CARROT RIVER, Sask. — A remote Saskatchewan intersection where a junior hockey team bus crashed on Friday was already a scene of tragedy for a family that lost six of its members in a collision two decades ago.
Dylan Fiddler, who was just six at the time, lost his mother, aunt, uncle and three young cousins when the vehicle they were in collided with a semi on Highway 35 where it meets a secondary highway at a spot known as Armley Corner.
“It hit home maybe more than others can imagine,” Fiddler said about the crash that killed 15 people who were on the Humboldt Broncos team bus when it collided with a truck hauling peat moss.
White wooden crosses — three larger ones and three smaller ones — still stand near the southeast ditch near a copse of trees, only metres away from where the wreckage of the bus and the semi were left lying on their sides.

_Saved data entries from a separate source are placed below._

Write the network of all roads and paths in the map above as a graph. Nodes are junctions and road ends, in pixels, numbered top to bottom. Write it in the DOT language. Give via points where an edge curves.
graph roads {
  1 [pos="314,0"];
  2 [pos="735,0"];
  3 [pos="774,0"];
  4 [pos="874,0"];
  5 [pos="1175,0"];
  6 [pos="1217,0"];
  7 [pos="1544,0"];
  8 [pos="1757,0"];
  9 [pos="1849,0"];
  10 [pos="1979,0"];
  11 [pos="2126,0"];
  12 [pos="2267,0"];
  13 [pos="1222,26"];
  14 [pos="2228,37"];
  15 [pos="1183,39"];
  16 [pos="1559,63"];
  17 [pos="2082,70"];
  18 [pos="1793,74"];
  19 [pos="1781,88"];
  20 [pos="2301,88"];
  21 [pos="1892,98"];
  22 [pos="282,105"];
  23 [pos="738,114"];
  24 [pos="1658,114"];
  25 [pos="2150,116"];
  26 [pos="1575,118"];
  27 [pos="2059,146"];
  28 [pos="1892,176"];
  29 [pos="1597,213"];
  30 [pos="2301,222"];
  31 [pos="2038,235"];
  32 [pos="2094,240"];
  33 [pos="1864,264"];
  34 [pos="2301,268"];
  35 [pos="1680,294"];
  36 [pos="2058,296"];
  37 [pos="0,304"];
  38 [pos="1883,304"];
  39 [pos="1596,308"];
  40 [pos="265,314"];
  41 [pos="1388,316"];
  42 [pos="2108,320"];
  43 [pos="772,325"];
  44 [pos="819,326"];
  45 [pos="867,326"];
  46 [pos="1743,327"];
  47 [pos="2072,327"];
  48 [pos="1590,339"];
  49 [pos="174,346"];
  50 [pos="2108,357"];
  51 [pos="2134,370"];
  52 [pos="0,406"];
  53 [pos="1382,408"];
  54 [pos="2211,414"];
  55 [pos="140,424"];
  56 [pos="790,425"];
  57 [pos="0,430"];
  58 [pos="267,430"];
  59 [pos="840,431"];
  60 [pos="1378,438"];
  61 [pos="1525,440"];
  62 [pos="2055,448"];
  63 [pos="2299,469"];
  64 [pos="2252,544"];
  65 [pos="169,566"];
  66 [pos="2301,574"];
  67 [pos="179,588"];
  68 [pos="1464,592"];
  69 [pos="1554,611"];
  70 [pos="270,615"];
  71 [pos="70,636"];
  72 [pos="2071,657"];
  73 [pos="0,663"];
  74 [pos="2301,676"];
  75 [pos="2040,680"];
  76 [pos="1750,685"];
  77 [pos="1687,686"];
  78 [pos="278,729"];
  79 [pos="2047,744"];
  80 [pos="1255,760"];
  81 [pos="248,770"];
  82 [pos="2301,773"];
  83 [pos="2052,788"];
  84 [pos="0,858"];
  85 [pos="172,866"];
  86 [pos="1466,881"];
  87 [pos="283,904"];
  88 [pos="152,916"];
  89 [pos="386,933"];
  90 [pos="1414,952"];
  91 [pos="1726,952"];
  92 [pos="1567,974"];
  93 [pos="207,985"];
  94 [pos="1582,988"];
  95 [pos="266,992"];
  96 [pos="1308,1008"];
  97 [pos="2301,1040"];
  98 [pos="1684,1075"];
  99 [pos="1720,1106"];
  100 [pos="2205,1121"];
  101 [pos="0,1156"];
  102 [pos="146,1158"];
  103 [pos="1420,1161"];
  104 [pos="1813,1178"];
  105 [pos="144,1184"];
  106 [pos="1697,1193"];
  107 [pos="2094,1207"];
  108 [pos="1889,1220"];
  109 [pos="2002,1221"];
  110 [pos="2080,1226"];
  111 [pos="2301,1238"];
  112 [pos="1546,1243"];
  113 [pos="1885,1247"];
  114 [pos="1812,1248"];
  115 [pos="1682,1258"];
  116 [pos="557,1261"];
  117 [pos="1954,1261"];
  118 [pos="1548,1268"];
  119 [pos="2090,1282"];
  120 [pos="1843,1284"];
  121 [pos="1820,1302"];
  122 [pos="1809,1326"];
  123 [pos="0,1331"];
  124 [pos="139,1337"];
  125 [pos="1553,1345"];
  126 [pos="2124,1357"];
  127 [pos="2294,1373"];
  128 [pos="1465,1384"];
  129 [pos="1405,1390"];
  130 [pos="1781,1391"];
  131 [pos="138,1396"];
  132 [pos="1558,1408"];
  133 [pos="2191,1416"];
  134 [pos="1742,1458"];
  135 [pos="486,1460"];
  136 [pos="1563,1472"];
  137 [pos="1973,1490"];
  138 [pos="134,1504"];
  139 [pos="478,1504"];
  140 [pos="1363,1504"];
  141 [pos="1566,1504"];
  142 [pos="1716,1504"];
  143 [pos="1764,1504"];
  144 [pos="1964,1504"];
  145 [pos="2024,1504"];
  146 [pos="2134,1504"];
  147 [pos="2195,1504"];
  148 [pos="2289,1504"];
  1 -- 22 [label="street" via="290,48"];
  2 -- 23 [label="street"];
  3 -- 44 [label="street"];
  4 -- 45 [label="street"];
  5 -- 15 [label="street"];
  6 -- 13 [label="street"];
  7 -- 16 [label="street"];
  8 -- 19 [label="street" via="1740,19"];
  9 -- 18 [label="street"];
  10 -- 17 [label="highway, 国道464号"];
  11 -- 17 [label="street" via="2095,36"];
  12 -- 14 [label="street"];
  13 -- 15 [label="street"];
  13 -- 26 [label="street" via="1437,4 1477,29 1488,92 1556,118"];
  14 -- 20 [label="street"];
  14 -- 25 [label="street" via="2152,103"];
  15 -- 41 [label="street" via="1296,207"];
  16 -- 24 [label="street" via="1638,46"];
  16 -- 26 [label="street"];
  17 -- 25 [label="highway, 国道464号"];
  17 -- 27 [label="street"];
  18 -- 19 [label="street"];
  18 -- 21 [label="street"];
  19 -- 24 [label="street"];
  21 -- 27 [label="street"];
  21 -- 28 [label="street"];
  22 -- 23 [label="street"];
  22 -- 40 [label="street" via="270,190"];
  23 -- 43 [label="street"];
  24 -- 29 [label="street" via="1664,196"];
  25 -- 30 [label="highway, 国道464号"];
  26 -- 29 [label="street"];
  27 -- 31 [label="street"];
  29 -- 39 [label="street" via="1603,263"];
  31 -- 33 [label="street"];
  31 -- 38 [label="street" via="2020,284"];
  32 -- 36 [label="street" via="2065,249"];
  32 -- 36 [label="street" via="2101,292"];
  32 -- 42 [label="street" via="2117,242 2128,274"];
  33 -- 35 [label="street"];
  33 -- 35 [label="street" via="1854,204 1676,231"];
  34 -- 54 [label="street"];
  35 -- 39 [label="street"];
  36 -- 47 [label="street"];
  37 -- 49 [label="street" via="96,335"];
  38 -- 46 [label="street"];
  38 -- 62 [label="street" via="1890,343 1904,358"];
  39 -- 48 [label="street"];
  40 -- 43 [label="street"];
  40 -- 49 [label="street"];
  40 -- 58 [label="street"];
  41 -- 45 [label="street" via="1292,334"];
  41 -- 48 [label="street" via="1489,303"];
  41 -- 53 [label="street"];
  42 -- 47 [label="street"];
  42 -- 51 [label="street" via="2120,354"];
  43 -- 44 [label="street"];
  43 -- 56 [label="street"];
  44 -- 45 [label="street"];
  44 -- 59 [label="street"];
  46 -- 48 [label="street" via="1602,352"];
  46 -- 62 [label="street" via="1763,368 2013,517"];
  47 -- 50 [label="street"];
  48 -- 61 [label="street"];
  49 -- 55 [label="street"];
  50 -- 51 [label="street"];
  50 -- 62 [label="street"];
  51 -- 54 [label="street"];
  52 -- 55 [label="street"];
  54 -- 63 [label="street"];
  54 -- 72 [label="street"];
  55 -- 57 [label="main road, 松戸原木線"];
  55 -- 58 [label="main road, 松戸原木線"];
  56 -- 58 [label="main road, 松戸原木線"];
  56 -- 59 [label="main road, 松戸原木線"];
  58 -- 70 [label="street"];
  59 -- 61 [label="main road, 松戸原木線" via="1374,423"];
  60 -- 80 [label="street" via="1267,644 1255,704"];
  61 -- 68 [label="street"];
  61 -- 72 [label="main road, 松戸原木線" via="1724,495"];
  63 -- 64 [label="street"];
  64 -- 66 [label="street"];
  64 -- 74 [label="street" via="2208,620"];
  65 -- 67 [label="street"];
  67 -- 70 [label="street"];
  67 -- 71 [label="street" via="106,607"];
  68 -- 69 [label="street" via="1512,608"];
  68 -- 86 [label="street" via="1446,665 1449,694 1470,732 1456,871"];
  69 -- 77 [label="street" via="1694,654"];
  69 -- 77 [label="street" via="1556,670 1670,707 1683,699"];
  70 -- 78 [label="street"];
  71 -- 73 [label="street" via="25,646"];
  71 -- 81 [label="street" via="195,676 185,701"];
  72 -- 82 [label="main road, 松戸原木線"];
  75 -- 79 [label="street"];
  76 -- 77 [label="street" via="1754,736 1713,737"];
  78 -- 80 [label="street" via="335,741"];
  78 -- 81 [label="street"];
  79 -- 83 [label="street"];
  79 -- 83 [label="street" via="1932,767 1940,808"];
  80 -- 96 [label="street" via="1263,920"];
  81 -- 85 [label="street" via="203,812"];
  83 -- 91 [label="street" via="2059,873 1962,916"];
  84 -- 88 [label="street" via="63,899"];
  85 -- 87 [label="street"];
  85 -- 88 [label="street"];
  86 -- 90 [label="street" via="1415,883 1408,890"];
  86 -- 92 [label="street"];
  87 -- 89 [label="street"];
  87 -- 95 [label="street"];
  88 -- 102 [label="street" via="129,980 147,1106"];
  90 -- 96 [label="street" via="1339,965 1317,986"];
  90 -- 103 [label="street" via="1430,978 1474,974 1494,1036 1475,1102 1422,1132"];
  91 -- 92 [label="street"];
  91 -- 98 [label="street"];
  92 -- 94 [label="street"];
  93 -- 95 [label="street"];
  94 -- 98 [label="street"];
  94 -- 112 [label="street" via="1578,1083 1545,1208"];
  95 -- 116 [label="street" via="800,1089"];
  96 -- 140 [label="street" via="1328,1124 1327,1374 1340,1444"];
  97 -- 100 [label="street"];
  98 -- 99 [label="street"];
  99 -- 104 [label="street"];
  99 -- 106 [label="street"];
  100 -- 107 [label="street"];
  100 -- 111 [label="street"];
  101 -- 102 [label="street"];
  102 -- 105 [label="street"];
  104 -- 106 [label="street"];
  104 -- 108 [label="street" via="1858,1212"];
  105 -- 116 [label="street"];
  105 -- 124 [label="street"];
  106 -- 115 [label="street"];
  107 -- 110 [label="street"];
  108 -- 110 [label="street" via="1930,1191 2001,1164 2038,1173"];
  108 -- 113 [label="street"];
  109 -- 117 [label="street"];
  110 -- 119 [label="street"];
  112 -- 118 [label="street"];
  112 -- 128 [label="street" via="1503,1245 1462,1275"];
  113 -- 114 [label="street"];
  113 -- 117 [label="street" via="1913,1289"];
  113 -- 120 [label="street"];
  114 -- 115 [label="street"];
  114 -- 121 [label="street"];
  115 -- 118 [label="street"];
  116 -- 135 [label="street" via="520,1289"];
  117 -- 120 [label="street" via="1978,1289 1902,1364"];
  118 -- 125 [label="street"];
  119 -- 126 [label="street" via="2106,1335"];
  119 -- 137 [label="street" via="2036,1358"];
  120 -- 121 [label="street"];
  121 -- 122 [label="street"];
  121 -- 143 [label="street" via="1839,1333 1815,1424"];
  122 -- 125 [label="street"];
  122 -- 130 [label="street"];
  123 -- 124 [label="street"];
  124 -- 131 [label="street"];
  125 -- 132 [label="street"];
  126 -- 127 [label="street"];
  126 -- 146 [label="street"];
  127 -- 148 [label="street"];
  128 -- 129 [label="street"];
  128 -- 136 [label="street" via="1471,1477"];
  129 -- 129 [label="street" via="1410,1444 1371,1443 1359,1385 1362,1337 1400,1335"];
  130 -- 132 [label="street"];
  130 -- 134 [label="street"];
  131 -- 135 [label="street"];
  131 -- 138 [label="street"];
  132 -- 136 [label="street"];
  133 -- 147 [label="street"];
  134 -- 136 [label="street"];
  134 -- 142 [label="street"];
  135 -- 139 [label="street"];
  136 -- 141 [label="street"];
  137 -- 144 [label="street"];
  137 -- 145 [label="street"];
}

Fiddler and his older brother weren’t in the crash that took their mother’s life in June 1997. She and her sons had been living in Saskatoon, and she was travelling to Carrot River with family from Dawson Creek, B.C., to visit other relatives while her sons stayed home.
RCMP said at the time that the half-ton pickup the family was in ran a stop sign, into the path of the oncoming semi.
Both vehicles slammed into a ditch, where the pickup burst into flames.
The driver of the semi-trailer was not seriously injured.
After the crash, the boys moved to Carrot River, about 40 kilometres northeast of the intersection, and were raised in the community by their mother’s brother and his wife.
Fiddler, who now lives in Ontario, remembers the intersection well. As a teenager, he passed through it two or three times a week when he was equipment manager on the bus of Carrot River’s Junior B hockey team, the Tri-Town Thunder, now known as the Carrot River Outback Thunder.
“It’s sort of a meet place — ‘Hey, I can meet you at Armley Corner and we can carry on from there,'” Fiddler said, adding the corner evoked less cheery emotions for him.
“You almost want to drive with your eyes closed through that corner. It’s not a very enjoyable place to be for myself, anyway.”
Fiddler said the amount of traffic through the intersection is constant and there’s just a stop sign controlling it. He said he didn’t personally feel unsafe passing through it, partly because he was distracted by the camaraderie of being on a hockey bus.
“Even passing by that corner, you’re kind of getting in the zone. You’re laughing back and forth with your teammates,” Fiddler said.
Maybe now, after so much death on that corner, he said he thinks something will be done to improve it.
He’s heartened by the huge outpouring of grief, and help, for families affected by the recent tragedy.
“At this point, I think the families affected need everybody’s help with prayers and support, which I think they’re getting worldwide,” Fiddler said.
“I think that needs to keep on going.”